The firms worry that if the idea catches on nationally,
their revenues will drop. Among the companies who made large contributions to the tax-cut drive: Pfizer, Glaxo Wellcome, and
Imunogen. Other firms with interest in the issue also have state contracts. For example,
drugmaker Abbott Laboratories has $380,000 in contracts with the state, most of them with
the Department of Public Health.
Fleet Bank, which gave $20,000, has many matters before the
state, from mergers to ATM fees to lending practices. Fleet also has $2 million in state contracts, mostly to provide
financial services to the state Treasurer's office and Department of Revenue.
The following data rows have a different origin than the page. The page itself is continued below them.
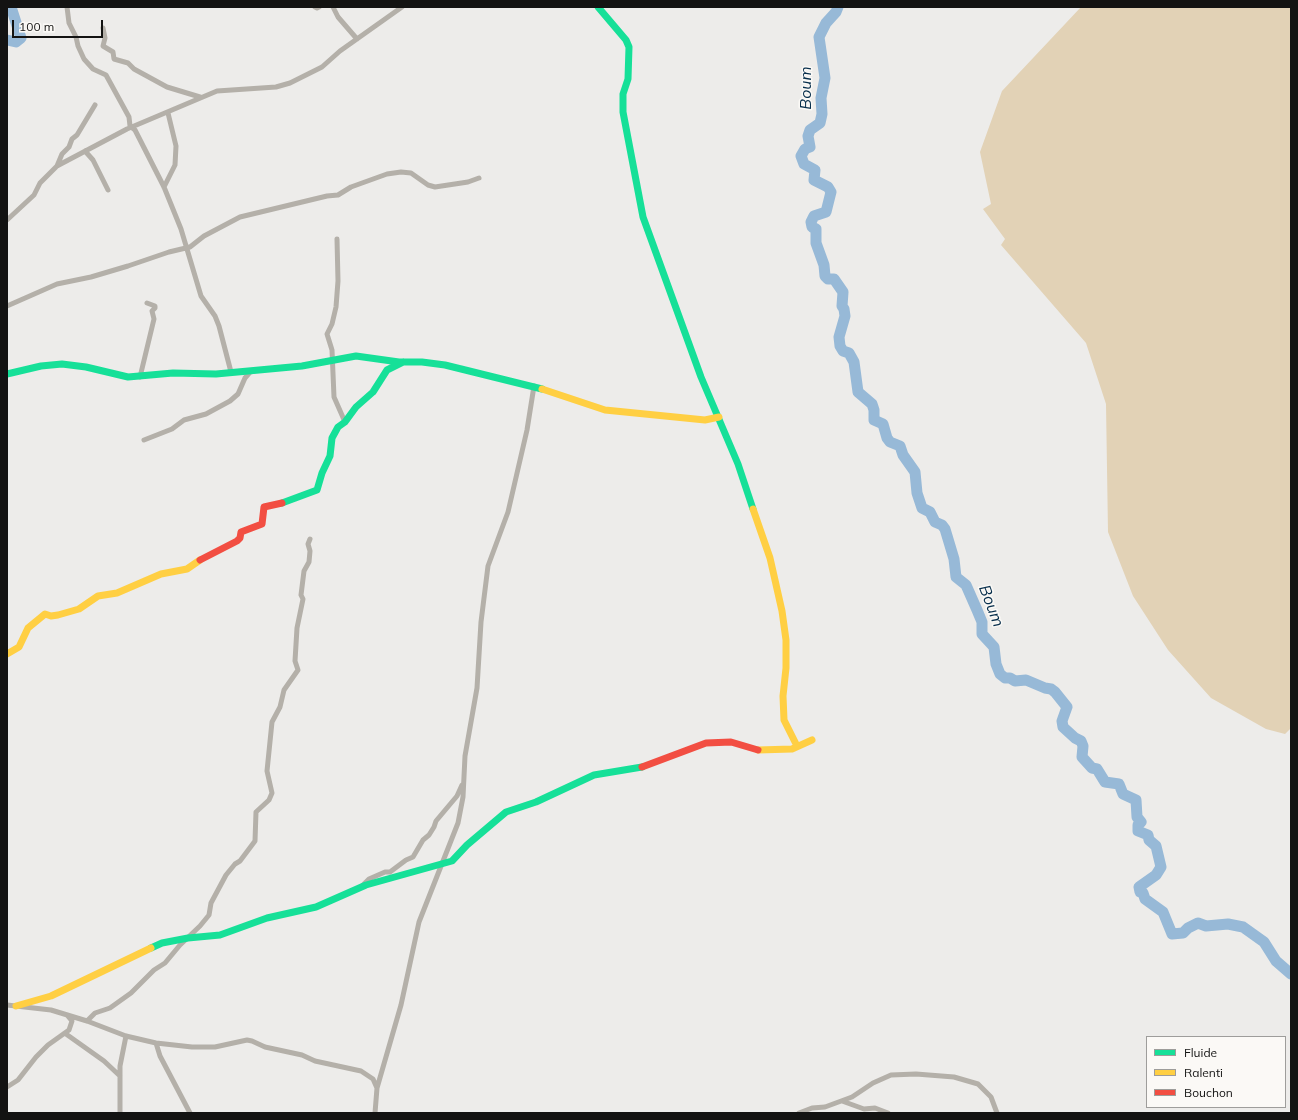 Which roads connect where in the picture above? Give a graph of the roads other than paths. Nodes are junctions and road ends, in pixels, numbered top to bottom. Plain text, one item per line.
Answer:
1 (67, 7) edge
2 (315, 7) edge
3 (319, 7) edge
4 (333, 7) edge
5 (402, 7) edge
6 (598, 7) edge
7 (103, 28) dead end
8 (357, 40) junction
9 (200, 97) junction
10 (95, 105) dead end
11 (168, 113) junction
12 (131, 128) junction
13 (85, 151) junction
14 (57, 166) junction
15 (479, 178) dead end
16 (164, 188) junction
17 (108, 190) dead end
18 (7, 220) edge
19 (337, 239) dead end
20 (187, 248) junction
21 (147, 303) dead end
22 (7, 306) edge
23 (331, 360) junction
24 (403, 362) junction
25 (252, 370) junction
26 (231, 372) junction
27 (7, 374) edge
28 (140, 377) junction
29 (534, 386) junction
30 (719, 417) junction
31 (345, 422) junction
32 (144, 440) dead end
33 (310, 539) dead end
34 (7, 654) edge
35 (812, 740) dead end
36 (797, 746) junction
37 (464, 778) junction
38 (441, 864) junction
39 (362, 887) junction
40 (188, 938) junction
41 (7, 1005) edge
42 (16, 1006) junction
43 (66, 1014) junction
44 (87, 1021) junction
45 (72, 1026) junction
46 (66, 1034) junction
47 (126, 1036) junction
48 (75, 1039) junction
49 (156, 1043) junction
50 (382, 1071) junction
51 (120, 1076) junction
52 (371, 1078) junction
53 (7, 1087) edge
54 (377, 1088) junction
55 (842, 1101) junction
56 (120, 1113) edge
57 (190, 1113) edge
58 (375, 1113) edge
59 (799, 1113) edge
60 (888, 1113) edge
61 (997, 1113) edge

1 - 12 street
2 - 3 street
4 - 8 street
5 - 8 street
6 - 30 street
7 - 9 street
8 - 9 street
9 - 11 street
10 - 14 street
11 - 12 street
11 - 16 street
12 - 13 street
12 - 16 street
13 - 14 street
13 - 17 street
14 - 18 street
15 - 20 street
16 - 20 street
19 - 23 street
20 - 22 street
20 - 26 street
21 - 28 street
23 - 24 street
23 - 25 street
23 - 31 street
24 - 29 street
24 - 31 street
25 - 26 street
25 - 32 street
26 - 28 street
27 - 28 street
29 - 30 street
29 - 37 street
30 - 36 street
31 - 34 street
33 - 40 street
35 - 36 street
36 - 38 street
37 - 38 street
37 - 39 street
38 - 39 street
38 - 50 street
39 - 40 street
40 - 42 street
40 - 44 street
41 - 42 street
42 - 43 street
43 - 44 street
43 - 45 street
44 - 47 street
45 - 46 street
45 - 48 street
46 - 48 street
46 - 53 street
47 - 49 street
47 - 51 street
48 - 51 street
49 - 52 street
49 - 57 street
50 - 52 street
50 - 54 street
51 - 56 street
52 - 54 street
54 - 58 street
55 - 59 street
55 - 60 street
55 - 61 street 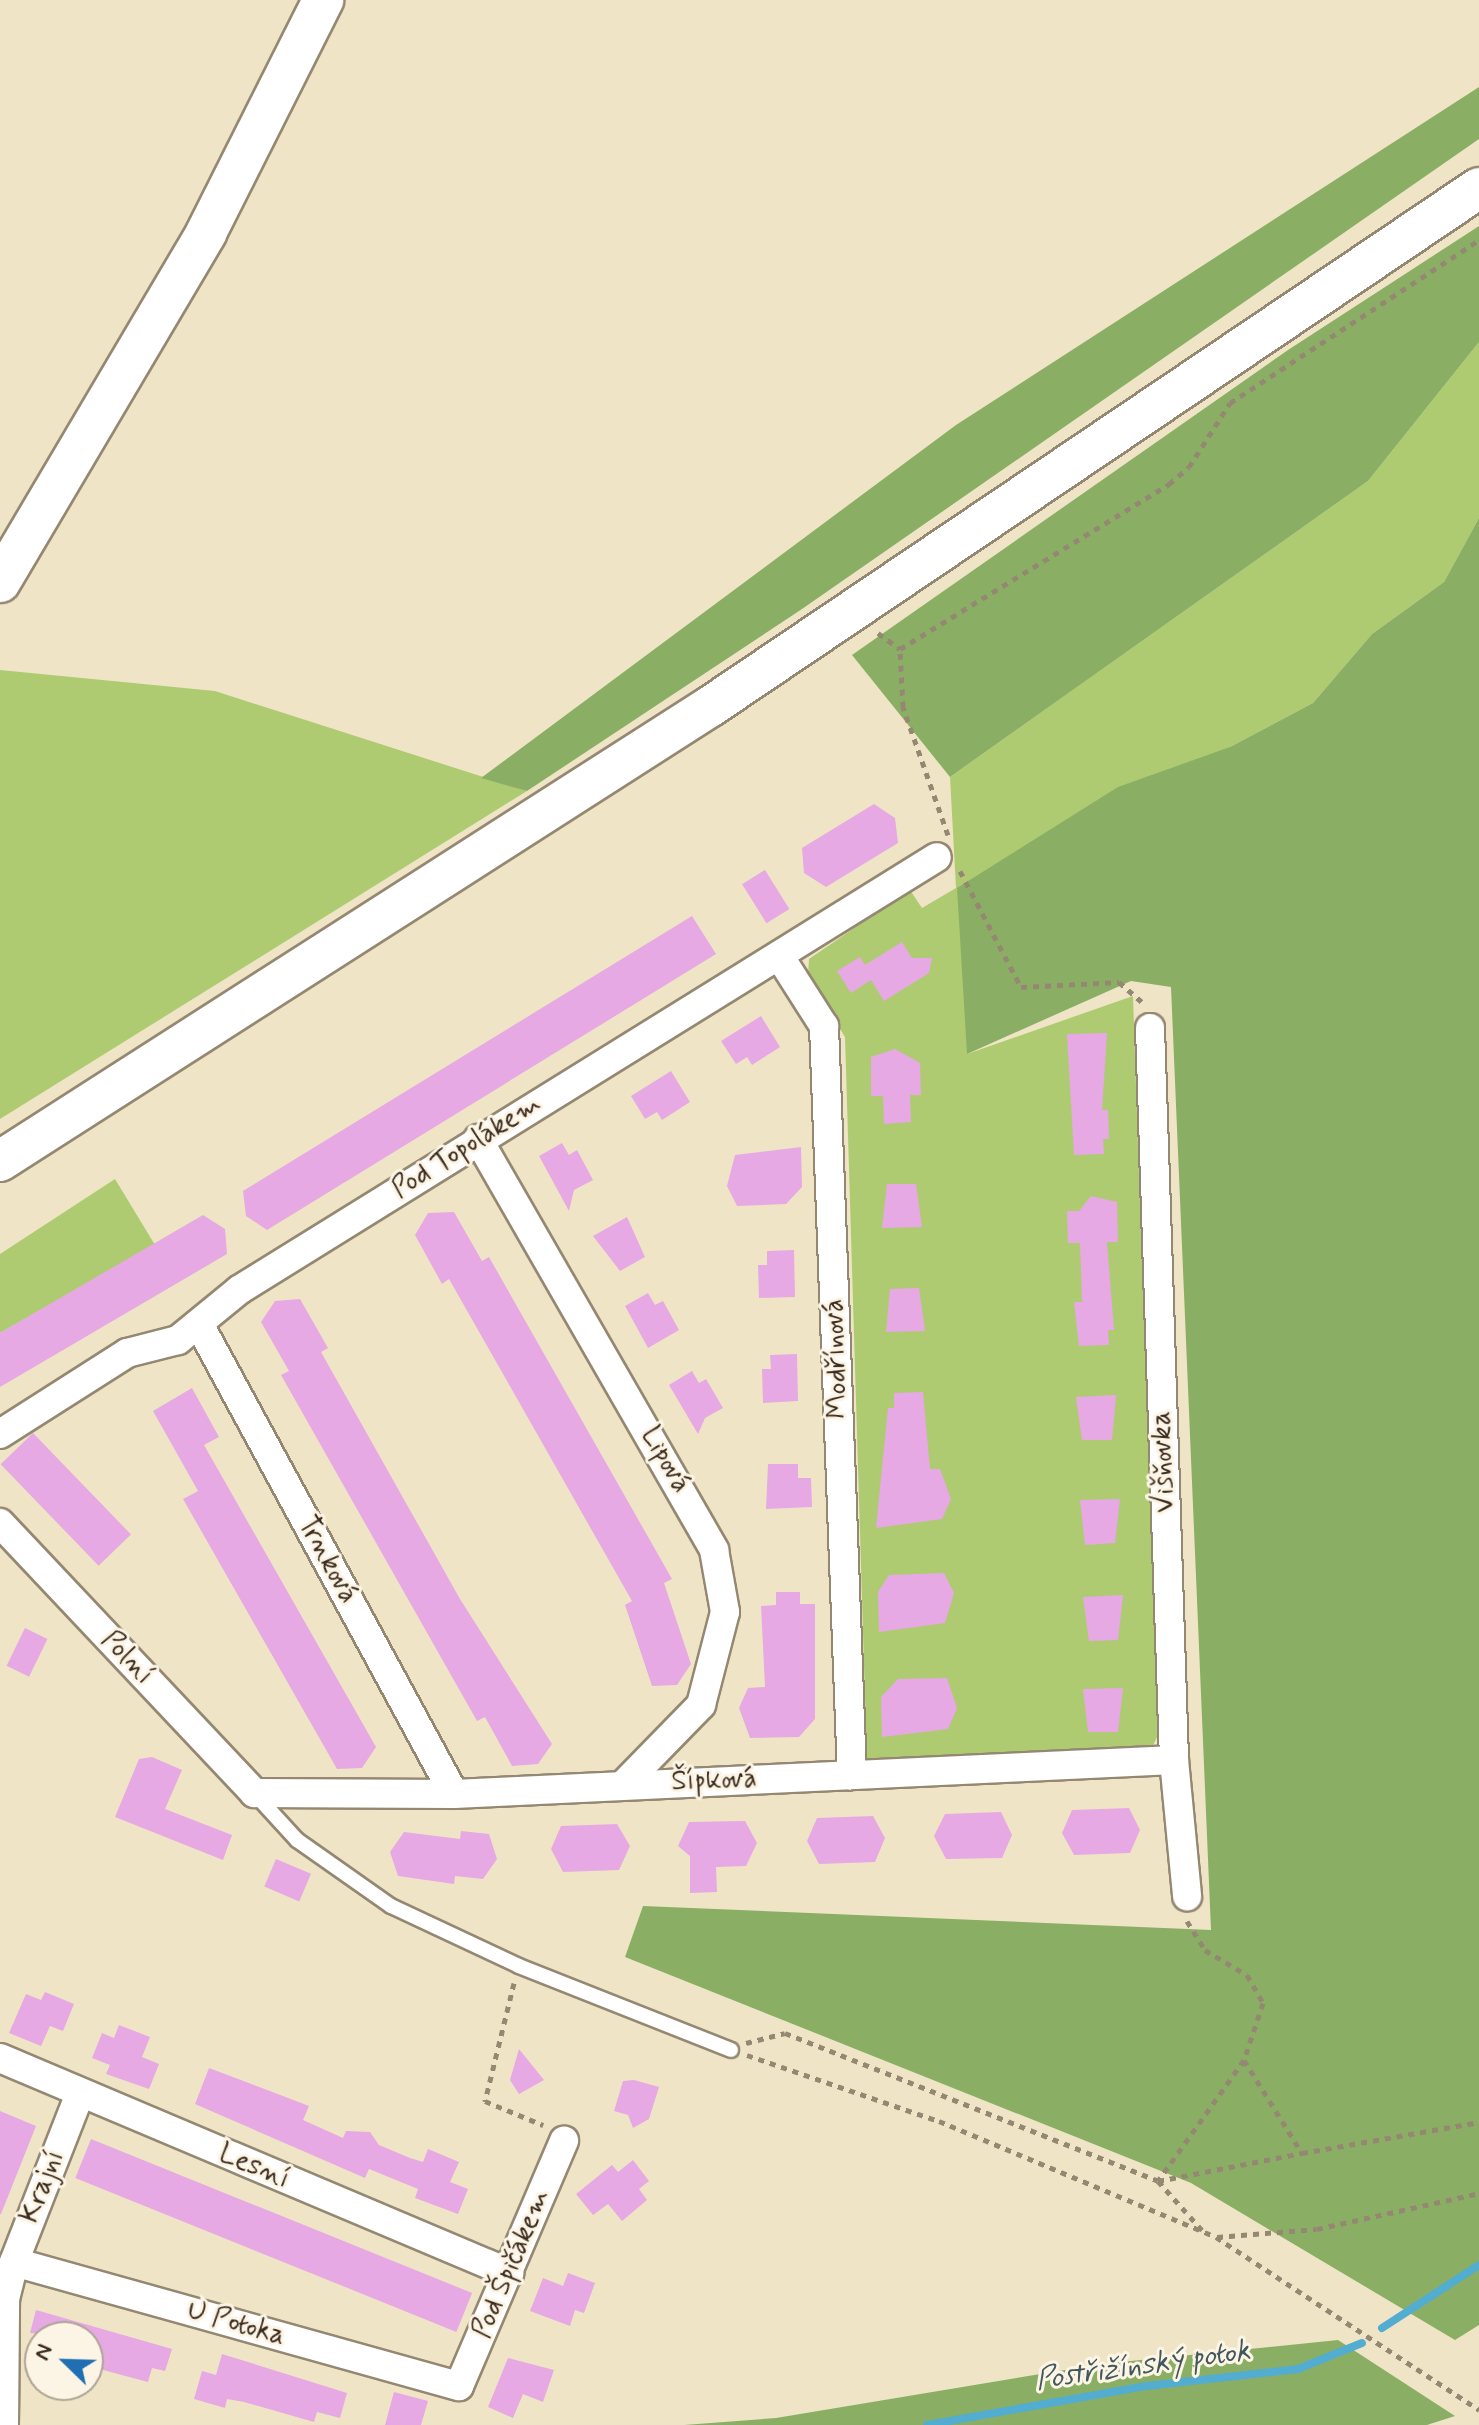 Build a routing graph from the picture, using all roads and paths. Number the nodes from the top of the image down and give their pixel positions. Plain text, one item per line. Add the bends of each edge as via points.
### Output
1 (323, 0) edge
2 (1479, 188) edge
3 (1479, 240) edge
4 (0, 582) edge
5 (948, 855) junction
6 (780, 957) junction
7 (1150, 1028) joint
8 (478, 1139) junction
9 (0, 1161) edge
10 (200, 1326) junction
11 (0, 1434) edge
12 (0, 1523) edge
13 (1174, 1760) junction
14 (852, 1775) junction
15 (624, 1784) junction
16 (254, 1793) junction
17 (454, 1794) junction
18 (1187, 1896) joint
19 (519, 1966) junction
20 (731, 2050) junction
21 (0, 2058) edge
22 (1244, 2060) junction
23 (80, 2094) junction
24 (1479, 2122) edge
25 (564, 2141) joint
26 (1302, 2153) junction
27 (1158, 2181) junction
28 (1479, 2193) edge
29 (1203, 2232) junction
30 (1216, 2237) junction
31 (14, 2262) junction
32 (509, 2273) junction
33 (459, 2386) joint
34 (1479, 2410) edge
35 (4, 2425) edge

1 - 4 main road via 199,246
2 - 9 main road via 711,706 128,1084
3 - 5 path via 1230,403 1189,467 1169,484 900,649 903,707
5 - 6 street, Pod Topolákem
5 - 7 path via 1012,980 1032,990 1128,984 1140,996
6 - 8 street, Pod Topolákem
6 - 14 street, Modřínová via 824,1026
7 - 13 street, Višňovka
8 - 10 street, Pod Topolákem via 239,1290
8 - 15 street, Lipová via 714,1550 725,1612 701,1705
10 - 11 street, Pod Topolákem via 178,1340 127,1353
10 - 17 street, Trnková
12 - 16 street, Polní
13 - 14 street, Šípková
13 - 18 street, Višňovka
14 - 15 street, Šípková
15 - 17 street, Šípková
16 - 17 street, Šípková
16 - 19 lane via 297,1840 371,1894
18 - 22 path via 1189,1933 1247,1975 1263,2003
19 - 20 lane
19 - 25 path via 485,2101 536,2119
20 - 27 path via 785,2033
20 - 29 path via 939,2121
21 - 23 street, Lesní
22 - 26 path
22 - 27 path
23 - 31 street, Krajní
23 - 32 street, Lesní
24 - 26 path
25 - 32 street, Pod Špičákem
26 - 27 path
27 - 29 path
28 - 30 path via 1317,2229
29 - 30 path
30 - 34 path
31 - 33 street, U Potoka
31 - 35 street, Krajní via 5,2299
32 - 33 street, Pod Špičákem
Like the company officials, a Cellucci political aide said
the business donations reflect support for the tax reduction's effect on the economy and the governor's emphasis on fiscal
conservatism. And their contributions were needed to fight the union-backed campaign to
block the tax cut, which raised about $3 million and blitzed television airwaves to try to defeat
it, the aide said.
"The governor made calls throughout the entire campaign to
raise money for Question 4, and most of the donations were from people who have been longtime supporters of the Republican
Party," said John Brockleman, executive director of the Massachusetts GOP. "They wanted to
see the state income tax reduced because it was a promise and it's going to keep our
state competitive."
Matthew Carroll of the Globe Staff assisted with the
preparation of this report.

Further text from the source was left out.